ACTIVITY.
I need all the entries repeated exactly as written.

DATASET RECORDS.

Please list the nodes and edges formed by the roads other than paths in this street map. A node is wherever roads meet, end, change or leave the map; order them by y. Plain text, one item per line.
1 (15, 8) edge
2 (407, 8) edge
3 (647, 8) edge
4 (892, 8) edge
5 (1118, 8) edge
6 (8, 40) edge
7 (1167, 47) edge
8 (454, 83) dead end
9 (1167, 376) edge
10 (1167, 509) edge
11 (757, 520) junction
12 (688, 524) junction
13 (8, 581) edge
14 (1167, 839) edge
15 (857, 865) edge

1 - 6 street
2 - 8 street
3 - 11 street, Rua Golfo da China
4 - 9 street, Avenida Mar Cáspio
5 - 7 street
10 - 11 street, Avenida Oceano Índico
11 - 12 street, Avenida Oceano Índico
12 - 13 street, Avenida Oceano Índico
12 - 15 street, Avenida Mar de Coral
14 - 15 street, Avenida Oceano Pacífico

RESULT.
Please list the nodes and edges formed by the roads other than paths in this street map. A node is wherever roads meet, end, change or leave the map; order them by y. Plain text, one item per line.
1 (15, 8) edge
2 (407, 8) edge
3 (647, 8) edge
4 (892, 8) edge
5 (1118, 8) edge
6 (8, 40) edge
7 (1167, 47) edge
8 (454, 83) dead end
9 (1167, 376) edge
10 (1167, 509) edge
11 (757, 520) junction
12 (688, 524) junction
13 (8, 581) edge
14 (1167, 839) edge
15 (857, 865) edge

1 - 6 street
2 - 8 street
3 - 11 street, Rua Golfo da China
4 - 9 street, Avenida Mar Cáspio
5 - 7 street
10 - 11 street, Avenida Oceano Índico
11 - 12 street, Avenida Oceano Índico
12 - 13 street, Avenida Oceano Índico
12 - 15 street, Avenida Mar de Coral
14 - 15 street, Avenida Oceano Pacífico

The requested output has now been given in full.